As we review homelessness in Newham, there are “three important priorities, which are “housing, income, and health” (Hwang, 2001). At the same time, we have to recognise special challenges of children and youths who are within or outside homeless families. Though health care services are necessary, it is also important to note that they cannot reduce the problem of homelessness. Thus, policymakers must explore the core root of the problem.

Experts in homelessness assert that it is important to identity prevalence and cases of homelessness so that policymakers can develop effective approaches for priority areas in homelessness. Further studies are necessary in order to determine effective methods of providing health care to homeless people.

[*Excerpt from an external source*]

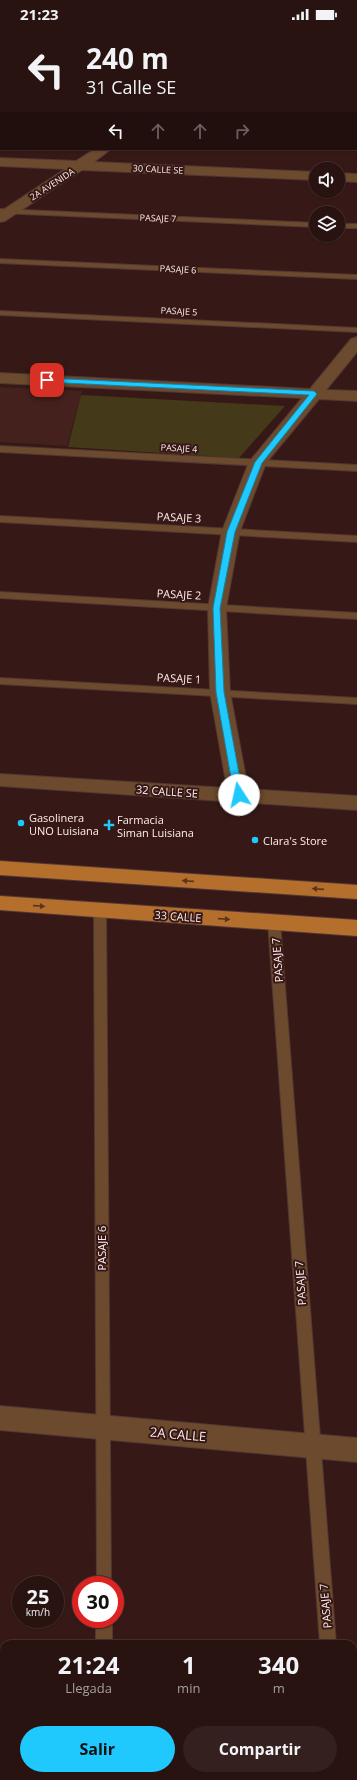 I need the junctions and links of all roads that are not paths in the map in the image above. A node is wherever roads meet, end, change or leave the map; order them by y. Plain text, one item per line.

Overall, addressing the core sources of homelessness is the long-term solution to all challenges associated with homelessness.

Reference List

Bernard, E 2007, UK report highlights homelessness link to IDUs acquiring hepatitis C, but not HIV. Web.

Boland, T 1998, UK street youth death rate 40 times general population’s FWD. Web.

Hall, C 1994, TB epidemic among the homeless feared: London tests find infection rate higher than in Third WorldWeb.

Homeless Link 2012, Health & Homeless. Web.

Hwang, S 2001, ‘Homelessness and health’, CMAJ, vol. 164, no. 2, pp. 229-233.

Jencks, C 1994, The Homeless, Harvard University Press, Cambridge, MA.

Moore, E 2008, No Angels Here: The Closing of the Pine Street Inn Nurses Clinic, 1972–2003. Web.

Newham Homelessness Strategy 2008-2013, 2008. Web.

Shelter 2007, Homelessness. Web.

Wellcome Trust 2012, Study highlights high rates of infectious diseases among homeless populations. Web.